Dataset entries
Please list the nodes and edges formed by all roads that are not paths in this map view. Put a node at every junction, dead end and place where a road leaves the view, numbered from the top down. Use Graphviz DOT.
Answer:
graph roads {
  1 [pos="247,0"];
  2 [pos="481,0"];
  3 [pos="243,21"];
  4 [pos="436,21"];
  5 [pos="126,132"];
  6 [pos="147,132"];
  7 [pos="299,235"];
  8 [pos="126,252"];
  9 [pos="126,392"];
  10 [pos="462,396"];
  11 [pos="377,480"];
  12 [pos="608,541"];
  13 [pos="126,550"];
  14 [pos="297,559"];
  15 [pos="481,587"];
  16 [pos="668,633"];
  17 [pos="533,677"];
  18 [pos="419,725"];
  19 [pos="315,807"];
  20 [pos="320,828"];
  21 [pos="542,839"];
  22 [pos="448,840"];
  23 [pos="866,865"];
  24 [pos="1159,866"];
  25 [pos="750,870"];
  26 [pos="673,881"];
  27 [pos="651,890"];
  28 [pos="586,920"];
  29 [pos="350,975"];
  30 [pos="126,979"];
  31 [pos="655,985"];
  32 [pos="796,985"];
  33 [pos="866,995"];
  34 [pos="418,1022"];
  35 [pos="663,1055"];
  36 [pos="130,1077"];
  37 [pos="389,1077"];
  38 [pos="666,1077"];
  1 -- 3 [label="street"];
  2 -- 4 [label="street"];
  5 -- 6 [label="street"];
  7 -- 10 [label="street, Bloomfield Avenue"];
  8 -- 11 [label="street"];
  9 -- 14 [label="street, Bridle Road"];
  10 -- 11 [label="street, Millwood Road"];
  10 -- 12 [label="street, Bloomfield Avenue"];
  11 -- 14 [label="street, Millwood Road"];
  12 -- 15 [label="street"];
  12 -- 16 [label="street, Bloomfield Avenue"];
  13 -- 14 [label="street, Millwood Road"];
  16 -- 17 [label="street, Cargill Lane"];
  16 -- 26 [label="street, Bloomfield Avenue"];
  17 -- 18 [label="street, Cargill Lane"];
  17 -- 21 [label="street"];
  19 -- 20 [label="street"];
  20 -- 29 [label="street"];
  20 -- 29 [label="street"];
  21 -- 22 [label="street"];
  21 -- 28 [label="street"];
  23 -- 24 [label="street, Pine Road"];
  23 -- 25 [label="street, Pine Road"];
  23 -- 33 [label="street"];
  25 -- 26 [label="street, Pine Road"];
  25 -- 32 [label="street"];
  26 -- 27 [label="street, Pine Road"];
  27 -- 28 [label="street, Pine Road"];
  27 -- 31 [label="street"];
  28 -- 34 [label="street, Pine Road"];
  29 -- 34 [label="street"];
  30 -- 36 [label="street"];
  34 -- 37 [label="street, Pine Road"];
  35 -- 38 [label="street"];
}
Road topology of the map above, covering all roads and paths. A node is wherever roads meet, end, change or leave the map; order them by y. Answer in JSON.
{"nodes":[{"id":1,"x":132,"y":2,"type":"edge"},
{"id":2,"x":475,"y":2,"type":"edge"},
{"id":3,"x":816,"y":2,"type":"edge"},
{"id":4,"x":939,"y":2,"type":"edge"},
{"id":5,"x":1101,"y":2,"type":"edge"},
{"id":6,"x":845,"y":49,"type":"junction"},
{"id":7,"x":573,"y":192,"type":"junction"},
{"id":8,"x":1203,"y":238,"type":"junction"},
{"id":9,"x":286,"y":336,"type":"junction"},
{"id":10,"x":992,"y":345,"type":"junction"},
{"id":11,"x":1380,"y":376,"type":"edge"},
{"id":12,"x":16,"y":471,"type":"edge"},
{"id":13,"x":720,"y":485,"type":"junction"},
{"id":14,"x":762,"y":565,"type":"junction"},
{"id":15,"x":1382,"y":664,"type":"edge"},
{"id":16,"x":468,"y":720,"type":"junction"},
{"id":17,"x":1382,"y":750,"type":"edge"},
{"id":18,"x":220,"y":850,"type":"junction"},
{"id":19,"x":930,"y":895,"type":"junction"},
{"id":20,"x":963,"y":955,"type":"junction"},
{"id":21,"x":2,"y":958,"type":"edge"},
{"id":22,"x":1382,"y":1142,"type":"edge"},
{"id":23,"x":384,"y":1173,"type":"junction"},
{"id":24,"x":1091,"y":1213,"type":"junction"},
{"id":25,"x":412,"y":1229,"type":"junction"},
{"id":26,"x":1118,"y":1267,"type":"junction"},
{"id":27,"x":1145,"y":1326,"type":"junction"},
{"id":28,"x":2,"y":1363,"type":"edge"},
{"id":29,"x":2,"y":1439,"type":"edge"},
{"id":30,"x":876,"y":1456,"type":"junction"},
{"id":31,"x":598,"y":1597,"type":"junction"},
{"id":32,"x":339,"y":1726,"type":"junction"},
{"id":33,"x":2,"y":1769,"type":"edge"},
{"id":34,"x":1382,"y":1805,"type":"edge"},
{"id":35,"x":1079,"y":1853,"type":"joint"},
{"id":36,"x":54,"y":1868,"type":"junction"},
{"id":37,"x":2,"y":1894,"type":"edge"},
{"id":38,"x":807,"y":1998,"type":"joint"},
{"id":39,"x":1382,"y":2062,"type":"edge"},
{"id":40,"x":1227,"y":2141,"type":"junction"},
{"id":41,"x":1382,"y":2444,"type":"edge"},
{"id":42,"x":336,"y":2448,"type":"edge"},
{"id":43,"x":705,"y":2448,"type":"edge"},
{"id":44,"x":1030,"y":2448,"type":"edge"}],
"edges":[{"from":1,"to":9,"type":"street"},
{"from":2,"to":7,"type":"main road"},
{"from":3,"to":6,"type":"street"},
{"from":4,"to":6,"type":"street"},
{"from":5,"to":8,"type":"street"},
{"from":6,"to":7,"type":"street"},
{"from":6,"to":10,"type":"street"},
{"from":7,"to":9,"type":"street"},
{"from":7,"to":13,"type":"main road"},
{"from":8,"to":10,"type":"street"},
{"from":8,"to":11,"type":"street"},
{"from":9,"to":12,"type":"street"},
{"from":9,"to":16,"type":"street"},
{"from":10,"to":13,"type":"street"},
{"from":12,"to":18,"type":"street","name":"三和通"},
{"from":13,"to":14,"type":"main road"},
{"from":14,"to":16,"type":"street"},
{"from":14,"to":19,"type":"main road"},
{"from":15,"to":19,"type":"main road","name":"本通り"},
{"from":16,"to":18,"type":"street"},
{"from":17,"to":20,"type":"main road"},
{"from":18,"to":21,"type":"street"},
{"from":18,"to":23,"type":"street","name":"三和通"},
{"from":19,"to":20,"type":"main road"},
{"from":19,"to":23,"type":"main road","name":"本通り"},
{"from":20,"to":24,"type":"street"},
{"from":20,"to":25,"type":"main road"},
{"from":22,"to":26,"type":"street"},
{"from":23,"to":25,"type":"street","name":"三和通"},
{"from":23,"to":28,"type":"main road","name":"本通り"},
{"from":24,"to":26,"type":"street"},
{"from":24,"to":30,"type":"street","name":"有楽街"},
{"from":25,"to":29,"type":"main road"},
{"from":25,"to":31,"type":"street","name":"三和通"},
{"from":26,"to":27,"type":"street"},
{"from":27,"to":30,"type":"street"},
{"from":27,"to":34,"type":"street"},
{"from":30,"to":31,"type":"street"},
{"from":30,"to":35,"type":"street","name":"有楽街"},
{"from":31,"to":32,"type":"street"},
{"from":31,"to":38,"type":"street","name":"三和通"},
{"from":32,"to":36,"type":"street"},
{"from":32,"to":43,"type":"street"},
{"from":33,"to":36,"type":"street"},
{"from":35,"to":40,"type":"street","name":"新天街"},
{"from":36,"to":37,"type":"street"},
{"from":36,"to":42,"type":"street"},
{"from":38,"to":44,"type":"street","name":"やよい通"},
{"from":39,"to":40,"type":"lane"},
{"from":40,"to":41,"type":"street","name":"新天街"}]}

What is expected: Show every line from the entries above in which the word "Cargill" appears.

Answer to the exercise:
  16 -- 17 [label="street, Cargill Lane"];
  17 -- 18 [label="street, Cargill Lane"];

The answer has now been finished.